Changed plugs and inspected coils. Could this be a fuel problem?
Filter perhaps?
P300 is a general misfire code.
P301 is cyl 1 bank 1.
P304-305-306 ia all cyl.on bank 2.

So You have an issue that is causing misfires on both banks.
Could be a vacuum leak.
Could be a fuel problem.
could be an electrical problem.
Could be a sensor problem like the MAF sensor.
Could be any number of things.

Best thing to do is go with a good automotive diagnostic procedure.
That is: start with the simplest things first and work your way up step by step.??

I assume you have done the basics??
Checked battery condition via a load test?
Looked at plugs and coils??
Has good clean fuel???
Good clean air filter??

After that:
Start with a proper vacuum test with a vacuum gauge.
If you know how to use a vacuum gauge for testing you not only can test for vacuum leaks but it will give you a good baseline for overall engine condition.

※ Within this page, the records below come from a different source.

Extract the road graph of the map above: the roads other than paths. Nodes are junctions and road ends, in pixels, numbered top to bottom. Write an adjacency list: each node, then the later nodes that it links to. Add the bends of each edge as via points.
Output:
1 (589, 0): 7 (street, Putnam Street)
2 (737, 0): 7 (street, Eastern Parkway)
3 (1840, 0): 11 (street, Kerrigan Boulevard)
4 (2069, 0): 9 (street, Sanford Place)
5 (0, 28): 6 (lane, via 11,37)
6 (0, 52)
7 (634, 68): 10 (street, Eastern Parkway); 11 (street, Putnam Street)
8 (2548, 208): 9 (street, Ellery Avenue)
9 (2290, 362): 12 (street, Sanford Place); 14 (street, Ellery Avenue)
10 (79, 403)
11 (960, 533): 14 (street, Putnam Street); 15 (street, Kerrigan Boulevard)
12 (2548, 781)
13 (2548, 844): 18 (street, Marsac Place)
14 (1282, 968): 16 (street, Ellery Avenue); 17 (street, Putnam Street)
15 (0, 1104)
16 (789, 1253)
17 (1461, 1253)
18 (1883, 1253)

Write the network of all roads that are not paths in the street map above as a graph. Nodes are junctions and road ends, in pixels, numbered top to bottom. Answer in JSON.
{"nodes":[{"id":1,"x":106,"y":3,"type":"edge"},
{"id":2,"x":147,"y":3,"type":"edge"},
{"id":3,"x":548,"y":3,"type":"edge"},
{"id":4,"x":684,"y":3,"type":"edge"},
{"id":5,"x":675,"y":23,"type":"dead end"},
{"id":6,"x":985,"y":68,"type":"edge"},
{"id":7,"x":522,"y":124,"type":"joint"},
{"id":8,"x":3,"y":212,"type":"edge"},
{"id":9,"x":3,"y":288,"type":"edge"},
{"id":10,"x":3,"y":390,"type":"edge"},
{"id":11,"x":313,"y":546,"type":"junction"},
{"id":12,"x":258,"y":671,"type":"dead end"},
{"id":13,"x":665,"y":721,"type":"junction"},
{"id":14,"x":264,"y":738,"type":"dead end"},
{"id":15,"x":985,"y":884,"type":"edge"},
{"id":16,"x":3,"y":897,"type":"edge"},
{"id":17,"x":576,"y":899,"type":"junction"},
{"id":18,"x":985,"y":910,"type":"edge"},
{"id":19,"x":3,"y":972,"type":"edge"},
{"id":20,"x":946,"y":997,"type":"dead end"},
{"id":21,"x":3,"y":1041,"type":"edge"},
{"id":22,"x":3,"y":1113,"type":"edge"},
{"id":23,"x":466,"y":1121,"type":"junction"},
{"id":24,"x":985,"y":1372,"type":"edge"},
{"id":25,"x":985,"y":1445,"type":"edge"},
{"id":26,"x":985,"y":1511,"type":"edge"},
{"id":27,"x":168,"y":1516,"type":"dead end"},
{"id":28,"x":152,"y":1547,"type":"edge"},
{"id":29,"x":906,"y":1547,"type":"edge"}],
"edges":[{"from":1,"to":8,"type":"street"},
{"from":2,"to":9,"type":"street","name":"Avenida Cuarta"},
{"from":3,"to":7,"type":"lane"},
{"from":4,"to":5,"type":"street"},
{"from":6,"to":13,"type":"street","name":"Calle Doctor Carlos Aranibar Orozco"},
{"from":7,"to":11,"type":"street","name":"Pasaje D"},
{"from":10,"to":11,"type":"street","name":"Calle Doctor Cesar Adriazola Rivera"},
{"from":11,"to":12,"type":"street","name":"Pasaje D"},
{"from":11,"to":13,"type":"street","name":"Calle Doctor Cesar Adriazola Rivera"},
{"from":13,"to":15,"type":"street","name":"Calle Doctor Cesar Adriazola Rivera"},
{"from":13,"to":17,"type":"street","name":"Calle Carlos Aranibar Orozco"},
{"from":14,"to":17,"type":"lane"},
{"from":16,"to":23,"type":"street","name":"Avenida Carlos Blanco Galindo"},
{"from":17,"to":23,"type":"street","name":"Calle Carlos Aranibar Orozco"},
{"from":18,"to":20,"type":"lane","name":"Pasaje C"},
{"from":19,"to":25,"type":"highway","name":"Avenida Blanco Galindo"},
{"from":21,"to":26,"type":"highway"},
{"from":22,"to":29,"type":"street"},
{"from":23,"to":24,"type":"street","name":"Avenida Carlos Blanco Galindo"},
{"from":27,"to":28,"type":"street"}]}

Greater engine loads and more throttle create greater fuel demand.
You say it pulls strong: does not sound like a fuel issue to me although it is possible. It doesn't sound likely.


If you have something like a Durametric scan tool you could hook it up and look at fuel trims and O2 sensor response to try to determine if you have a lean or rich fueling condition. If you do this could help in knowing what to look for as the issue.

From the info you have provided my guess is you have an air intake issue:
Vacuum leak
Maf sensor issue
IAC issue
EVAP system leak
Something related to air intake

You stated you had air leaks in the intake. you did some work there.
Do a vacuum test with a vacuum gauge it will help tell you if you have fixed all the vacuum leaks.

Or it could be electrical


Lets try to find the cause of the issue.

Give me more info on the car.

Miles?
Is it all stock or are there mods?
If so what mods?
Stock air filter?

So if you start if and let it warm up how does it idle??
What RPM does it idle at?
Smooth with no issue? or lumpy- rough?
Hunting= RPM moving up and down?
If it idles lumpy or rough or hunts, will it smooth out if you hold the RPM at around 2000-2500 RPM?? Do this in neutral and let me know.

Pull the freeze frame data with your code reader and post it.
That will tell me the conditions when the codes were set.

Last edited by blue62; 06-05-2021 at 08:16 AM.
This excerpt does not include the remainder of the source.